Sir Geoffrey Mulcahy, CEO Kingfisher (photo: Kingfisher)
On a visit to Germany: Geoffrey Mulcahy
Regarded by some as a living legend, quiet-spoken Sir Geoffrey Mulcahy, Group Chief Executive of Kingfisher plc, is surprisingly unpretentious.

In fact, his easy-going way makes it hard to understand why he has polarised City opinion during his long career in retailing.

This is a man, who was praised to the hilt for turning around what was once FW Woolworth. He then fell like an angel from City grace, only to be returned to relative favour recently.

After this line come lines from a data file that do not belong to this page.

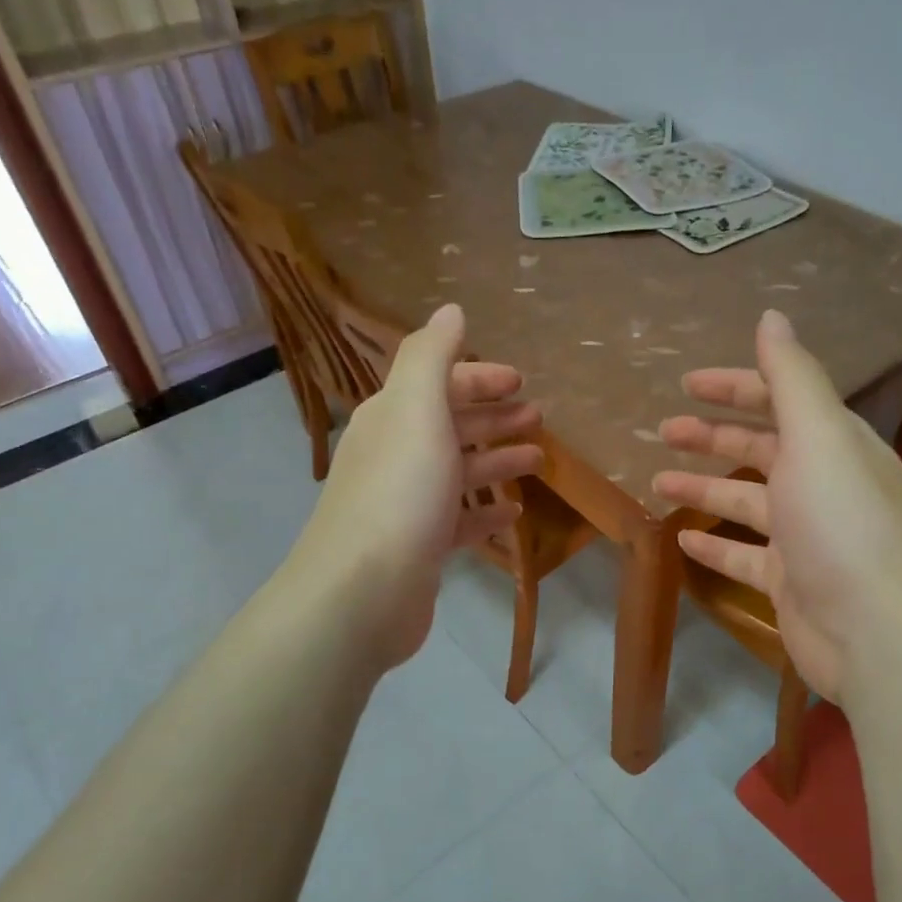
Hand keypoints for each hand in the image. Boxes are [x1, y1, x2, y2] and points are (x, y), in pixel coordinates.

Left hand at [283, 304, 542, 669]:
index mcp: (393, 417)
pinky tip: (514, 514)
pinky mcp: (419, 547)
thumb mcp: (417, 410)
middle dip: (493, 417)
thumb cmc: (400, 493)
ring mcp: (406, 504)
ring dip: (497, 461)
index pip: (438, 383)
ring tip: (538, 460)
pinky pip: (459, 520)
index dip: (479, 377)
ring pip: (458, 472)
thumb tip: (449, 310)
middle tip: (538, 419)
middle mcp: (396, 454)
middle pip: (450, 426)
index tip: (521, 382)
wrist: (362, 592)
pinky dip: (486, 513)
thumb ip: (432, 356)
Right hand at [652, 309, 901, 699]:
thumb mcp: (819, 438)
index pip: (782, 400)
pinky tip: (683, 540)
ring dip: (704, 488)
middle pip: (761, 450)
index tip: (686, 383)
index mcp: (835, 444)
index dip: (735, 387)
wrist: (878, 635)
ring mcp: (806, 537)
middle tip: (663, 431)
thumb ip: (792, 378)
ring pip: (746, 502)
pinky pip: (744, 555)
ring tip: (658, 482)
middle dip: (713, 436)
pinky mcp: (790, 581)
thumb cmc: (843, 525)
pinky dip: (715, 545)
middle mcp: (823, 484)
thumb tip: (772, 316)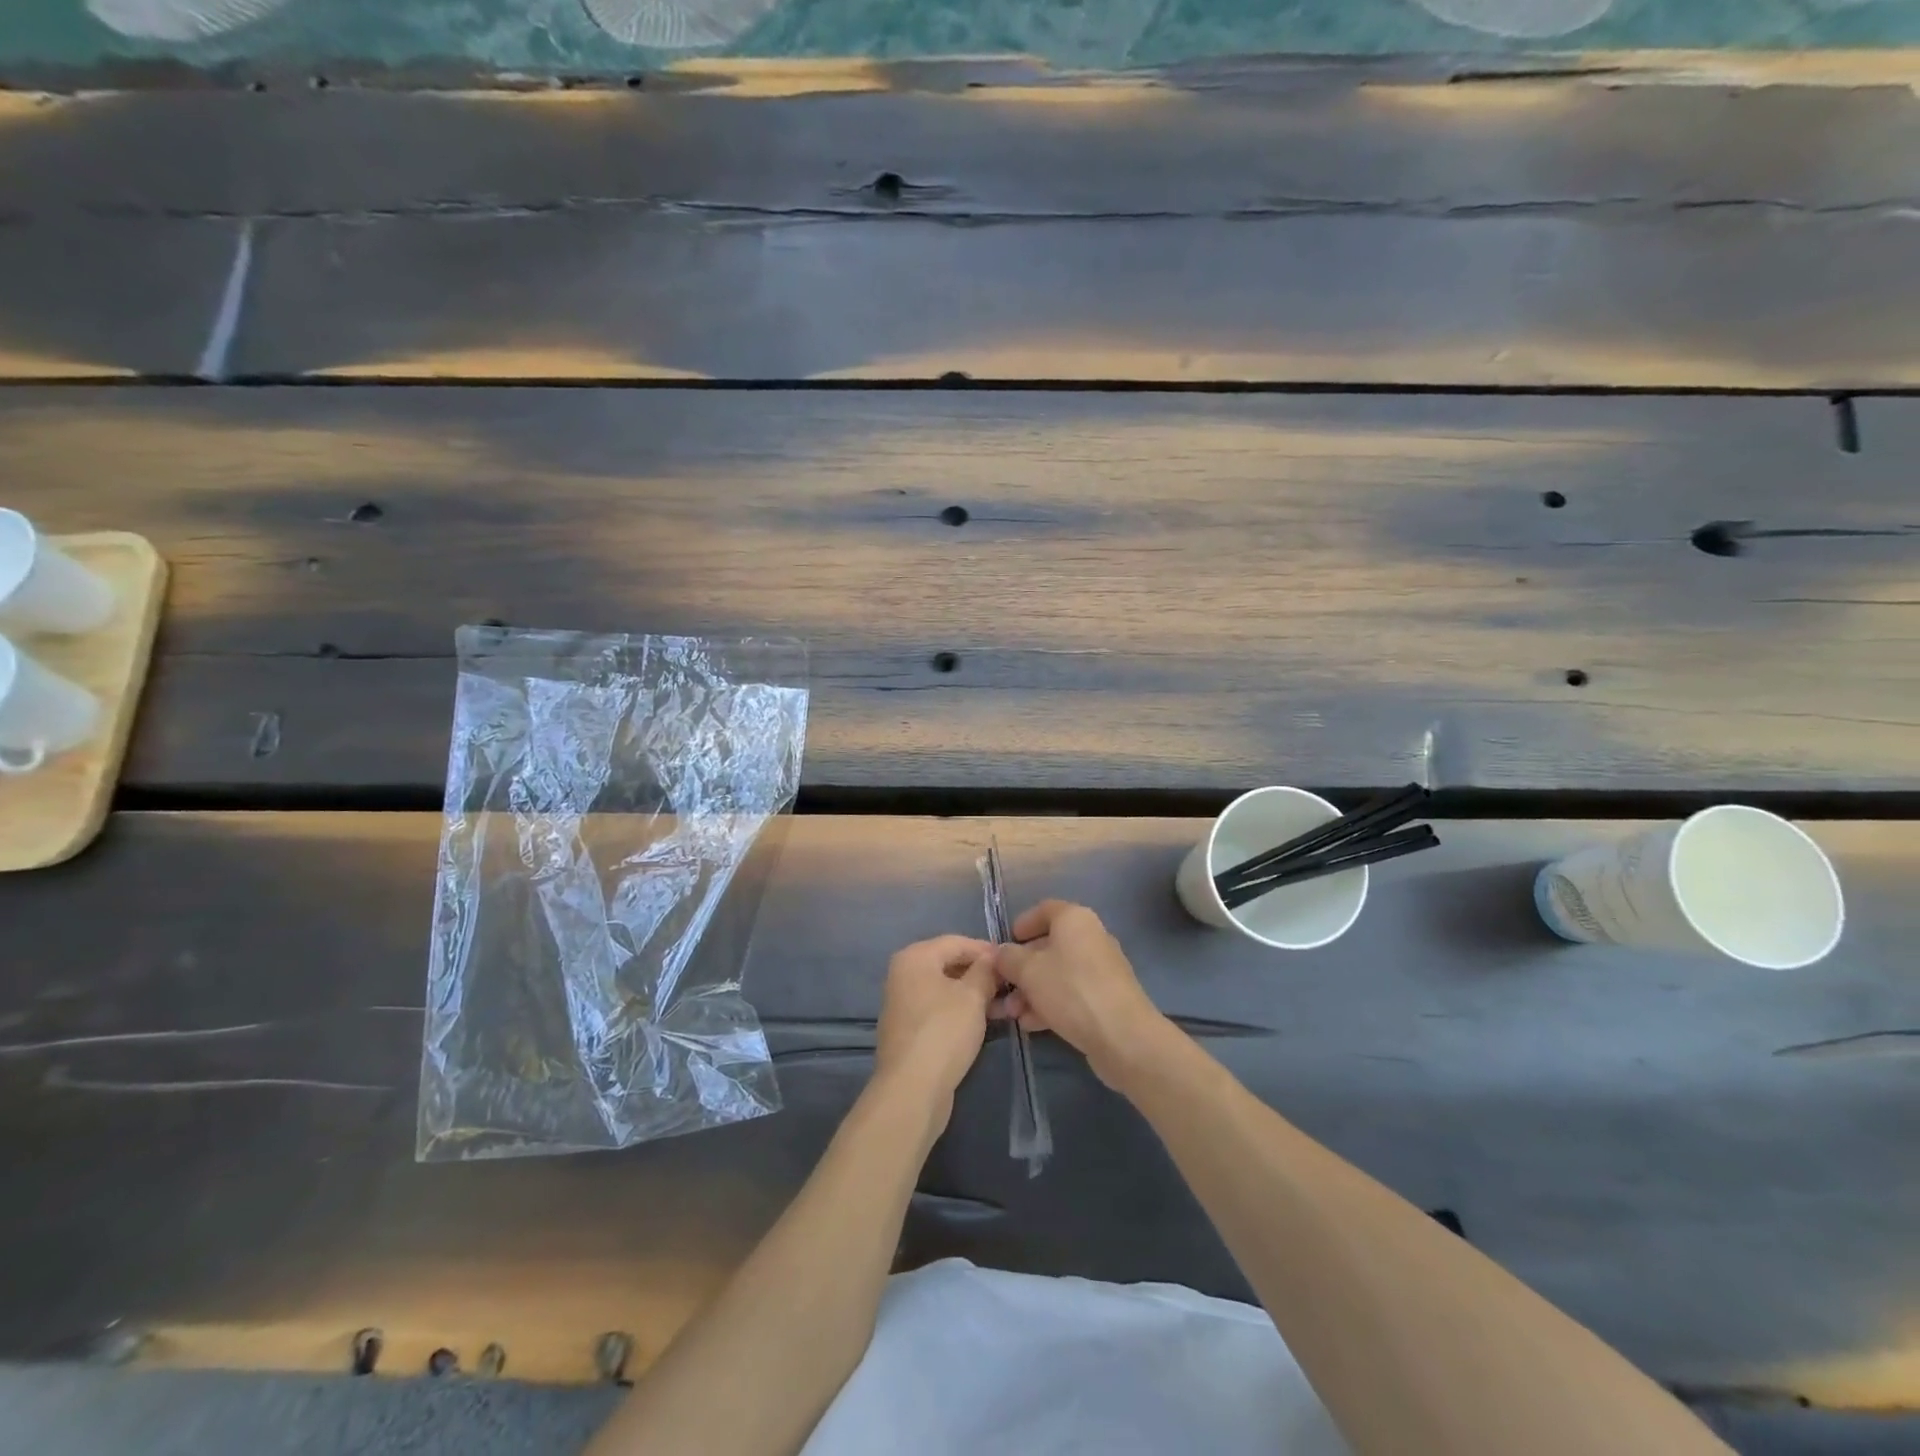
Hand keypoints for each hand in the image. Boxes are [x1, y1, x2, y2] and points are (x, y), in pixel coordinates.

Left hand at [873, 934, 999, 1119]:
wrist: (912, 1089)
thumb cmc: (944, 1031)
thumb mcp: (973, 996)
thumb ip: (985, 971)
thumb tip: (993, 958)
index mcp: (914, 957)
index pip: (957, 942)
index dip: (986, 950)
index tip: (1012, 963)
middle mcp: (903, 974)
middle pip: (949, 964)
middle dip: (981, 974)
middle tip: (1011, 986)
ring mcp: (903, 1003)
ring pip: (945, 989)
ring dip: (974, 995)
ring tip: (1004, 1007)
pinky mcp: (908, 1030)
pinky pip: (938, 1009)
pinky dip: (960, 1011)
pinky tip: (983, 1023)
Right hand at [994, 902, 1171, 1088]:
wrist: (1123, 1036)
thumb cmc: (1071, 990)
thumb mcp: (1028, 971)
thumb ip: (1008, 958)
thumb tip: (1000, 953)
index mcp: (1074, 919)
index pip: (1044, 910)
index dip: (1022, 924)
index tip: (1004, 944)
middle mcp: (1091, 937)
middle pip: (1049, 945)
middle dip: (1021, 968)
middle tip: (1002, 988)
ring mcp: (1101, 969)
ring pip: (1058, 973)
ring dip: (1032, 991)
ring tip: (1012, 1014)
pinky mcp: (1106, 998)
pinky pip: (1071, 993)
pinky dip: (1050, 1004)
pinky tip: (1032, 1024)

Mulcahy has now split Kingfisher into two separate companies so that the new group can focus on international expansion.

Was that his reason for a recent trip to Germany? A talk was arranged to find out in the breakfast room of Munich's famous "Bayrischer Hof" hotel.

Mulcahy admitted to looking at the Praktiker DIY store portfolio. However, he was underwhelmed by the quality of the Metro Group subsidiary's sites, calling at least a third of them "quite frankly rubbish".

This is clearly a man who calls a spade a spade.

INTERVIEW


Sir Geoff, in the financial year to 3 February 2001, group revenues at Kingfisher increased 11.5 per cent to £12.1bn. However, the profit from general activities dropped by 16 per cent. Why?


If the profit of £121m arising from the sale of our e-business associate, LibertySurf, is included then profit before tax was down by just 3 per cent. This was after £33 m of accounting adjustments relating to property depreciation and pre-opening costs.

A trading decline by Woolworths and ProMarkt to the tune of £50m as well as the deficit from LibertySurf's operation, veiled the record results which were achieved by the retail outlets B&Q, Brico-Depot, Darty, BUT, Comet and Nomi in Poland.

As part of the sale of Superdrug and the demerger of Woolworths in July this year, you have divested 1,500 out of a total of 2,900 outlets. Today, Kingfisher with activities in 16 countries is a real cosmopolitan among British retailers. How well are you organised internally to drive forward new expansion abroad? 

With fewer stores, we are now a more focussed business centred on the international home improvement and electrical and furniture markets.

We are better placed to deliver future growth, both organically and through acquisition, and are targeting ourselves average earnings growth of at least 10 per cent over the next five years.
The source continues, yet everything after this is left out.